Cette visite du Saint Père ne pouvait pas mieux tomber, la saison du ver à soie avait commencé depuis quelques semaines et les premiers cocons apparaissaient. Encore mieux, le bâtiment n'était pas encore imprégné de cette odeur affreuse qui apparaîtrait avec la précipitation des cocons dans l'eau bouillante.

Marchant sur la passerelle qui surplombait les différentes alcôves, le pape se penchait pour observer chenilles et cocons. Chaque pièce était dédiée à une étape du développement des insectes. La passerelle permit, tour à tour, de voir les cinq âges du développement des papillons : des œufs jusqu'aux chrysalides entourées de leur cocon. Le Pape s'arrêta plusieurs fois pour poser quelques questions.

- A quoi servent ces gros tuyaux qui passent de salle en salle ?

- Ils maintiennent la température et l'humidité constantes en amenant de l'air chaud ou frais.

Mais le plus intéressé était Sepulved qui, pour la première fois, délaissa la droite du Saint Père pour poser moult questions au responsable de l'élevage qui s'était joint au petit groupe. Le verdoyant répondit volontiers, surpris de voir une éminence s'intéresser à son travail. A cause d'une passerelle trop étroite, le reste des visiteurs attendait, à l'entrée du bâtiment, le retour du Saint Père.

Sepulved jetait quelques regards à son clerc, par-dessus son épaule. Ces satanés verts de gris tissaient la plus belle soie de la région, d'une qualité bien supérieure à celle de son diocèse. Son secrétaire avait reçu pour ordre de noter toute information susceptible de les aider à rattraper leur retard. Non seulement, le brocard de soie se vendait facilement mais, en tant que produit de luxe, le bénéfice retiré de la vente était très important. De toutes façons, il ne pouvait tolérer que des moisis soient meilleurs que les premiers nés.

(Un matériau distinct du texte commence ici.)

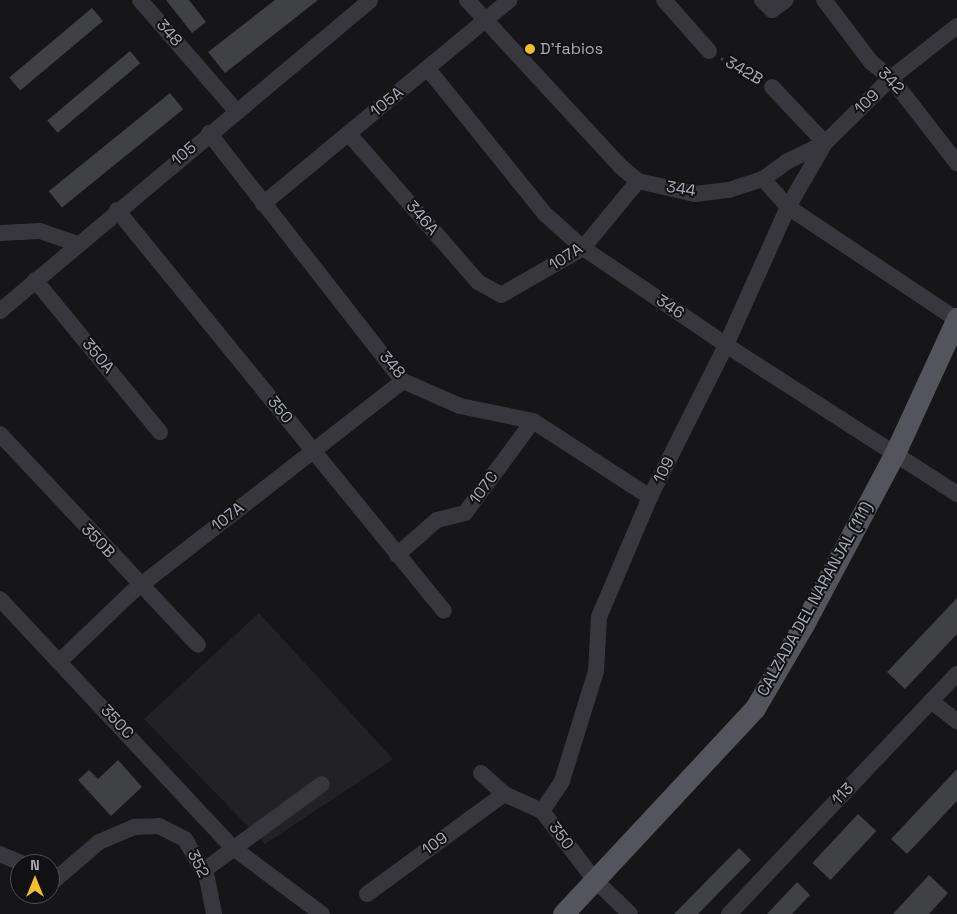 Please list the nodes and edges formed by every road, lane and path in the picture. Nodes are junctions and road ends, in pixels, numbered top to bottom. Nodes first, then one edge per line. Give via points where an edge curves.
1 (140, 0) edge
2 (370, 0) edge
3 (467, 0) edge
4 (510, 0) edge
5 (664, 0) edge
6 (786, 0) edge
7 (824, 0) edge
8 (767, 5) edge
9 (485, 20) junction
10 (957, 26) edge
11 (709, 51) joint
12 (428, 69) junction
13 (891, 78) junction
14 (772, 87) joint
15 (236, 111) junction
16 (209, 133) junction
17 (349, 134) junction
18 (825, 142) junction
19 (957, 162) edge
20 (763, 179) junction
21 (638, 181) junction
22 (263, 204) junction
23 (788, 207) junction
24 (117, 210) junction
25 (0, 233) edge
26 (77, 244) junction
27 (583, 248) junction
28 (35, 280) junction
29 (501, 296) joint
30 (0, 311) edge
31 (957, 318) edge
32 (726, 345) junction
33 (403, 381) junction
34 (533, 421) junction
35 (160, 432) dead end
36 (0, 434) edge
37 (314, 451) junction
38 (894, 455) junction
39 (957, 494) edge
40 (650, 497) junction
41 (397, 556) junction
42 (141, 585) junction
43 (0, 599) edge
44 (444, 611) dead end
45 (198, 645) dead end
46 (60, 662) junction
47 (957, 674) edge
48 (931, 701) junction
49 (957, 721) edge
50 (481, 773) dead end
51 (322, 784) dead end
52 (504, 794) junction
53 (542, 812) junction
54 (232, 848) junction
55 (202, 871) junction
56 (60, 872) edge
57 (594, 879) junction
58 (367, 894) dead end
59 (214, 914) edge
60 (322, 914) edge
61 (563, 914) edge
62 (630, 914) edge
63 (729, 914) edge

1 - 15 street, 348
2 - 15 street, 105
3 - 9 street, 344
4 - 9 street, 105A
5 - 11 street, 342B
6 - 8 street
7 - 13 street, 342 via 871,62
9 - 12 street, 105A
9 - 21 street, 344 via 620,166
10 - 13 street, 109
11 - 14 path, 342B
12 - 17 street, 105A
12 - 27 street, 346 via 545,214
13 - 18 street, 109
13 - 19 street, 342
14 - 18 street, 342B
15 - 16 street, 105
16 - 22 street, 348
16 - 24 street, 105
17 - 22 street, 105A
17 - 29 street, 346A via 478,282
18 - 20 street, 109 via 786,162
18 - 23 street, 109
20 - 21 street, 344 via 729,190 695,194
20 - 23 street
21 - 27 street, 107A
22 - 33 street, 348
23 - 31 street
23 - 32 street, 109
24 - 26 street, 105
24 - 37 street, 350
25 - 26 street via 40,231
26 - 28 street, 105
27 - 29 street, 107A
27 - 32 street, 346
28 - 30 street, 105
28 - 35 street, 350A
31 - 38 main road, CALZADA DEL NARANJAL (111)
32 - 38 street, 346
32 - 40 street, 109
33 - 34 street, 348 via 460,406
33 - 37 street, 107A
34 - 40 street, 348
34 - 41 street, 107C via 465,514 437,520
36 - 42 street, 350B
37 - 41 street, 350
37 - 42 street, 107A
38 - 39 street, 346
38 - 57 main road, CALZADA DEL NARANJAL (111) via 803,626 755,708
40 - 53 street, 109 via 599,617 596,671 562,781
41 - 44 street, 350
42 - 45 street, 350B
42 - 46 street, 107A
43 - 46 street, 350C
46 - 54 street, 350C
47 - 48 street, 113
48 - 49 street
48 - 63 street, 113
50 - 52 street, 350
51 - 54 street
52 - 53 street, 350
52 - 58 street, 109
53 - 57 street, 350
54 - 55 street
54 - 60 street, 350C
55 - 56 street, 352 via 185,838 159,826 134,827 99,842
55 - 59 street, 352
57 - 61 main road, CALZADA DEL NARANJAL (111)
57 - 62 street, 350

Ils quittèrent la zone d'élevage pour entrer dans le bâtiment attenant. Toujours sur la passerelle, ils surplombèrent d'abord la zone de filature puis celle de la fabrication de l'étoffe. Des métiers à tisser s'alignaient, du plus petit au plus grand, du plus simple au plus complexe. Sepulved revenu du côté du Pape demanda à Lamaison :

- Celui-ci a l'air différent, n'est ce pas ?

- C'est notre petite fierté. Nous l'avons récupéré d'une expédition dans les Cévennes. Plusieurs mois ont été nécessaires pour le remettre en marche. Automatique, il utilise la force hydraulique d'une roue à aube alimentée par un réservoir d'eau, lui-même rempli par une éolienne qui puise dans le grand canal. C'est un métier à tisser de type Jacquard. Le motif à tisser dépend des perforations que vous voyez au niveau de ces feuilles en accordéons. C'est comme un orgue de barbarie, quand on veut changer de motif on change de partition. Nous essayons maintenant de construire de nouveaux métiers qui fonctionneront sur le même principe.

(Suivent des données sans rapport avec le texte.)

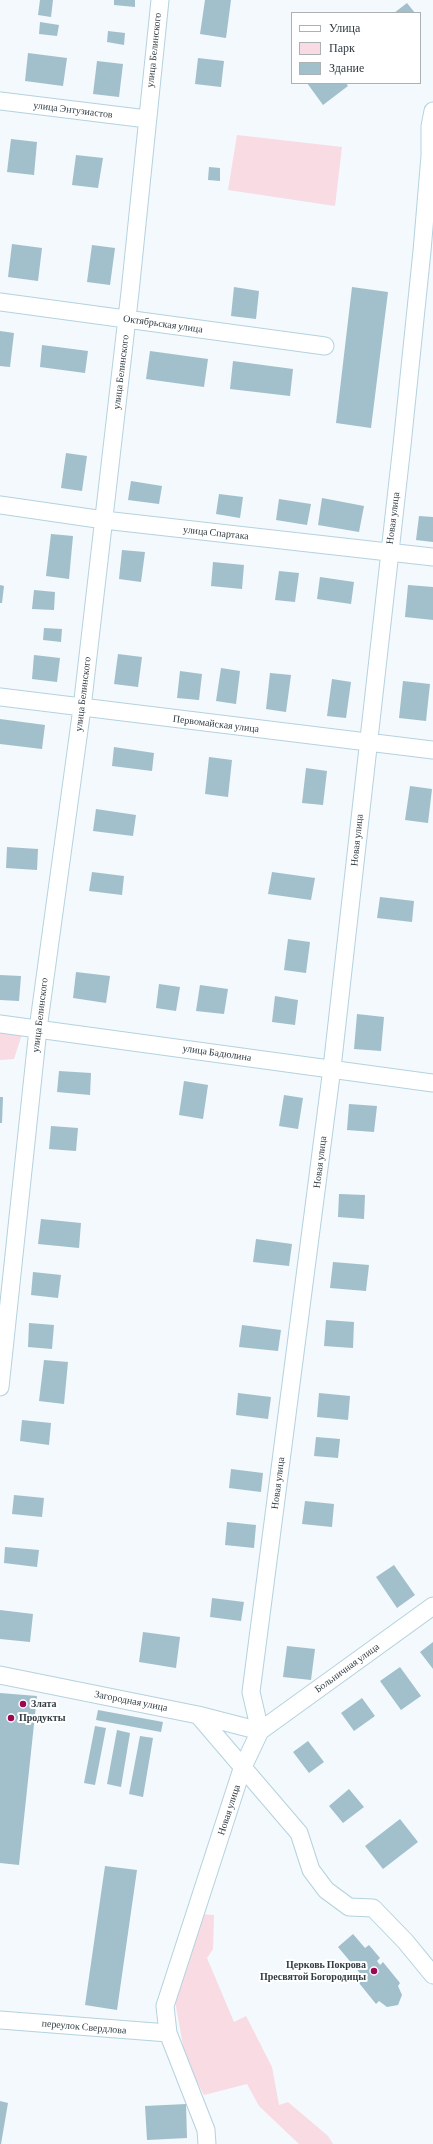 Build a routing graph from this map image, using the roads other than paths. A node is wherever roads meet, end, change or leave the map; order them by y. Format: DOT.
graph roads {
  1 [pos="160,0"];
  2 [pos="0,101"];
  3 [pos="433,111"];
  4 [pos="147,119"];
  5 [pos="0,302"];
  6 [pos="127,319"];
  7 [pos="325,346"];
  8 [pos="0,505"];
  9 [pos="104,520"];
  10 [pos="389,552"];
  11 [pos="433,557"];
  12 [pos="0,697"];
  13 [pos="82,708"];
  14 [pos="368,743"];
  15 [pos="433,750"];
  16 [pos="0,1024"];
  17 [pos="38,1029"];
  18 [pos="332,1068"];
  19 [pos="433,1083"];
  20 [pos="0,1387"];
  21 [pos="433,1606"];
  22 [pos="0,1675"];
  23 [pos="198,1715"];
  24 [pos="260,1731"];
  25 [pos="242,1769"];
  26 [pos="433,1975"];
  27 [pos="0,2020"];
  28 [pos="168,2033"];
  29 [pos="207,2144"];
  1 -- 4 [label="street, улица Белинского"];
  2 -- 4 [label="street, улица Энтузиастов"];
  3 -- 10 [label="street, Новая улица"];
  4 -- 6 [label="street, улица Белинского"];
  5 -- 6 [label="street, Октябрьская улица"];
  6 -- 7 [label="street, Октябрьская улица"];
  6 -- 9 [label="street, улица Белинского"];
  8 -- 9 [label="street, улица Спартака"];
  9 -- 10 [label="street, улица Спартака"];
  9 -- 13 [label="street, улица Белинского"];
  10 -- 11 [label="street, улица Спартака"];
  10 -- 14 [label="street, Новая улица"];
  12 -- 13 [label="street, Первомайская улица"];
  13 -- 14 [label="street, Первомайская улица"];
  13 -- 17 [label="street, улица Белинского"];
  14 -- 15 [label="street, Первомайская улица"];
  14 -- 18 [label="street, Новая улица"];
  16 -- 17 [label="street, улица Бадюлина"];
  17 -- 18 [label="street, улица Бадюлина"];
  17 -- 20 [label="street, улица Белинского"];
  18 -- 19 [label="street, улица Бадюлина"];
  18 -- 24 [label="street, Новая улица"];
  21 -- 24 [label="street, Больничная улица"];
  22 -- 23 [label="street, Загородная улица"];
  23 -- 24 [label="street, Загородная улица"];
  23 -- 25 [label="street"];
  24 -- 25 [label="street, Новая улица"];
  25 -- 26 [label="street"];
  25 -- 28 [label="street, Новая улица"];
  27 -- 28 [label="street, переулок Свердлова"];
  28 -- 29 [label="street, Новая улица"];
}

Elle montra du doigt un métier à tisser en construction, un squelette de bois et de métal. Sepulved trépignait de ne pouvoir toucher les machines. Seule l'odeur de l'huile de graissage montait jusqu'à ses narines. Agissant telle une phéromone sur son cerveau, il ne put se retenir :

- Seriez-vous prête à nous le vendre ? demanda Sepulved.

- Laissez-nous d'abord le construire, répliqua la jésuite amusée.

- Monseigneur Sepulved tisse de beaux tissus mais les vôtres, Générale, sont splendides, dit le Pape tout en montrant sa ceinture blanche. L'estampille de Tricastin, une tour avec sa croix cousue au fil doré, apparaissait au revers de l'étoffe moirée.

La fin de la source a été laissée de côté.